After analyzing all these insights, it is worthwhile to attempt to circumvent the issues of utilizing cinematic codes to create a gaze, a world, and an object in women to merely serve the ideology of the patriarchal order because “It is these cinematic codes and their relationship to formative external structures that must be broken down before mainstream film and the pleasure it provides can be challenged.” Challenging the norm means telling stories that challenge the status quo, alongside the stories that react against the phallocentric order. According to Mulvey, alternative cinema (and from my understanding, all the other terms pertaining to it) provides this opportunity. She said, “a politically and aesthetically avant-garde cinema is now possible, but it can still only exist as a counterpoint.” Indeed, the domination of Hollywood films and other films falling within its sphere of influence would be quite hard to shake and break as the established system has already mastered the skill of satisfying the manipulation of visual pleasure for its target consumers. Nevertheless, Mulvey presented such a well-thought-of statement to at least leave enough space for films outside the mainstream system: “The alternative is the thrill that comes from leaving the past behind without rejecting it, transcending outworn or oppressive forms, or daring to break with normal pleasurable expectations in order to conceive a new language of desire.” I prefer these convictions way more than her statements suggesting the attack on existing films that reinforce and satisfy the male gaze. In general, these older films should be studied and critiqued to further film, cultural, and even anthropological studies. Discourse sprouting from these existing films should acknowledge the issues and not merely focus on direct offense/defense relating to the attack on objectified woman characters.

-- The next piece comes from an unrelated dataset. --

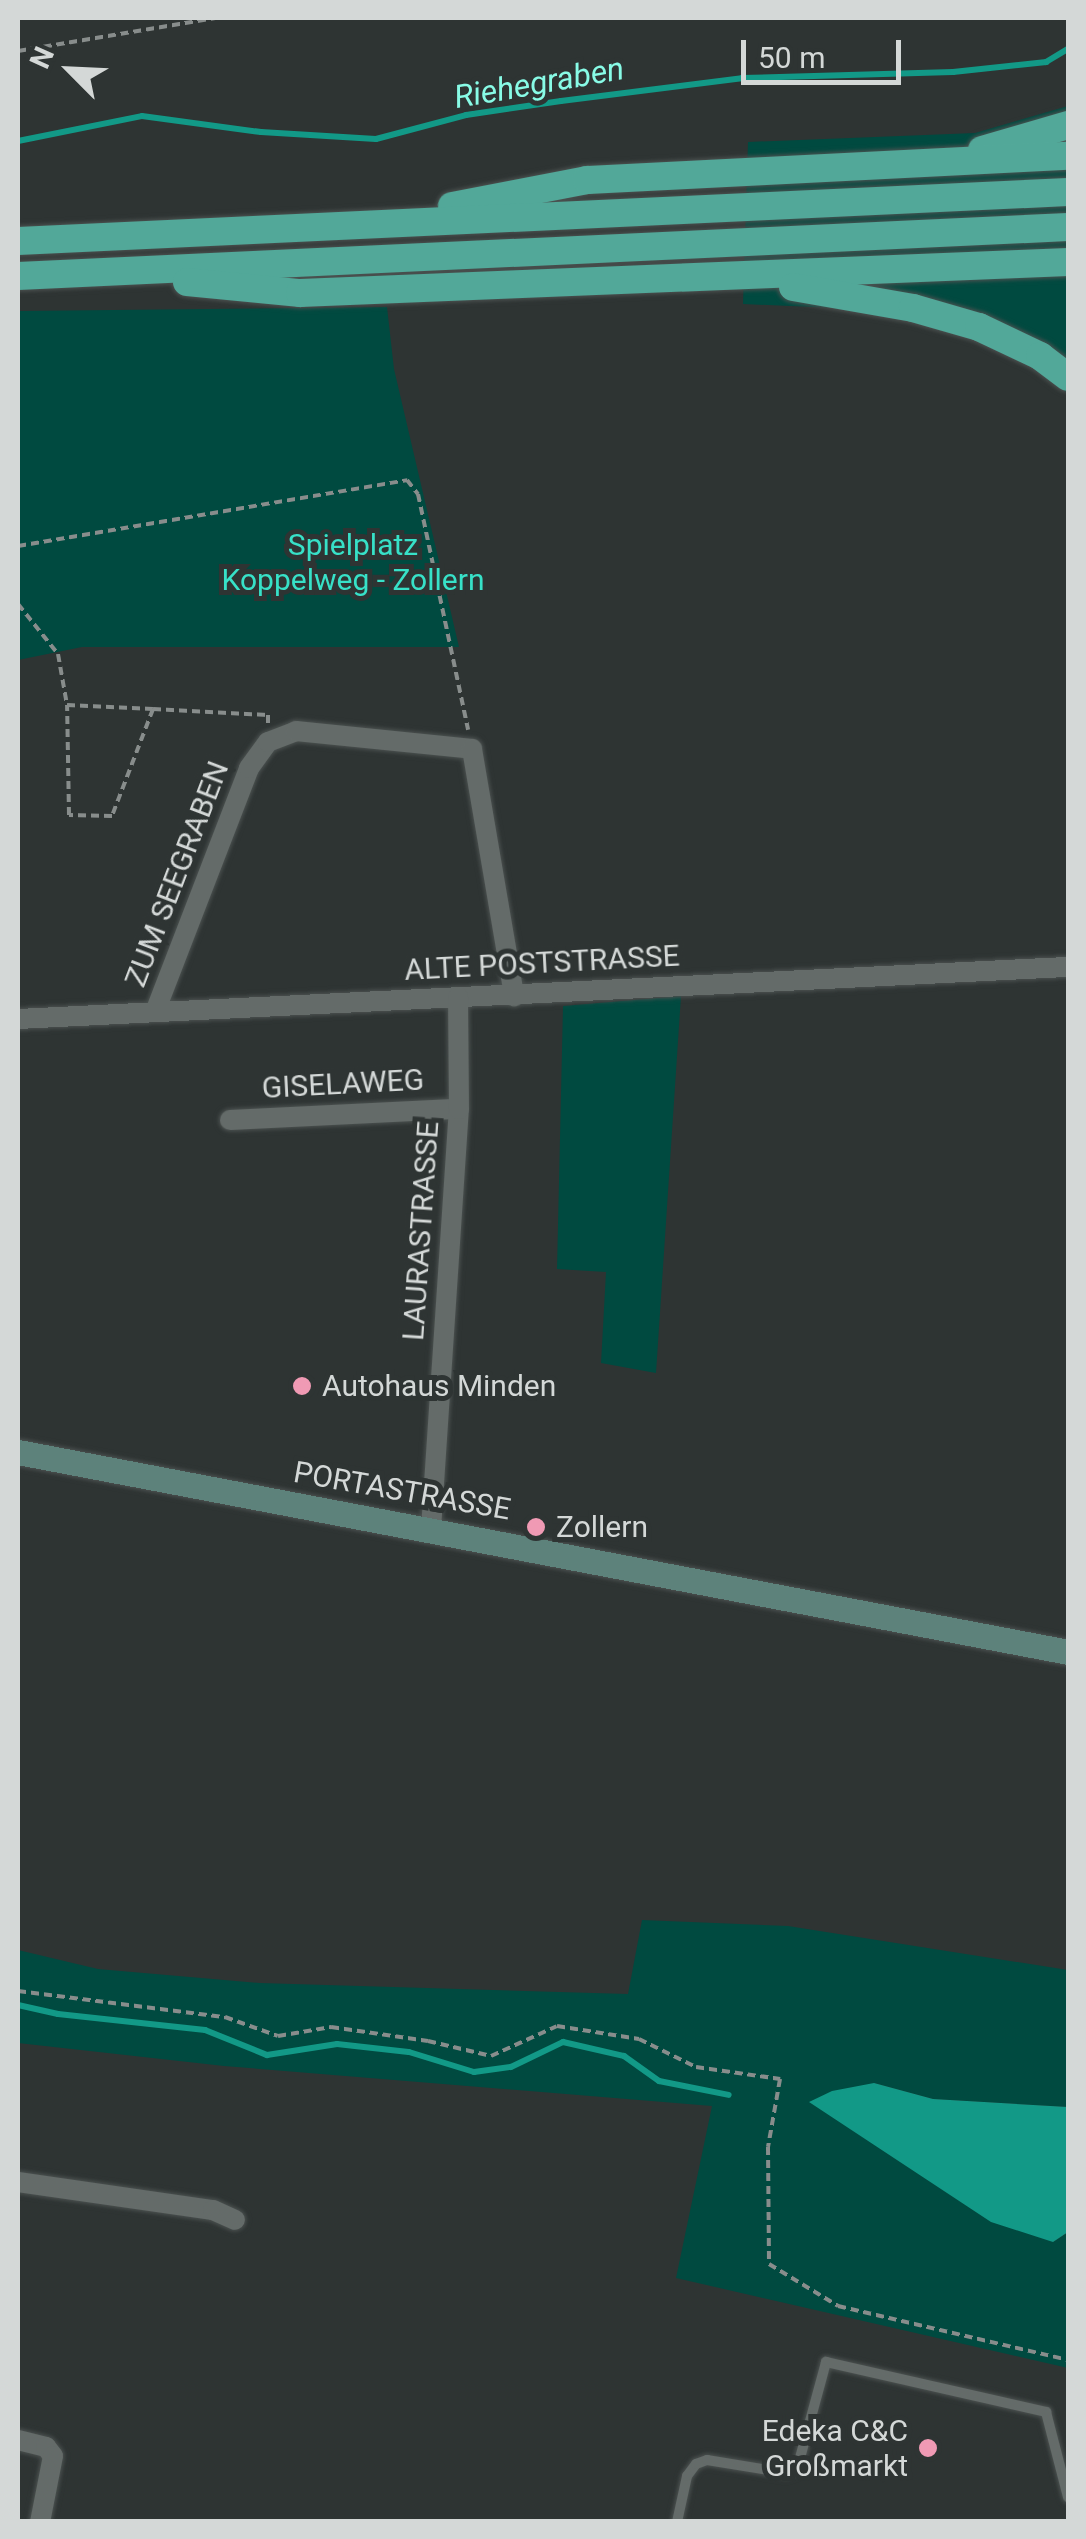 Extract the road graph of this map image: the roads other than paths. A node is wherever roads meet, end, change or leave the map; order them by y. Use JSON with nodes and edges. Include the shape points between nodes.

Instead, there should be discourse to find that route towards maturity for better films in the future. However, I do agree with her in attacking new films of such oppressive forms because producing them at this time and age, despite all these theories and schools of thought now in our midst, means the lack of social and moral responsibility and gender sensitivity in the part of modern filmmakers. In these modern times, such shouldn’t only apply to films that objectify women. It should apply to any film that objectify people, regardless of gender.
Work Cited:
Mulvey, Laura. “Visual Pleasure and Narrative Cinema,” Screen, Oxford University Press, Oxford, 1975.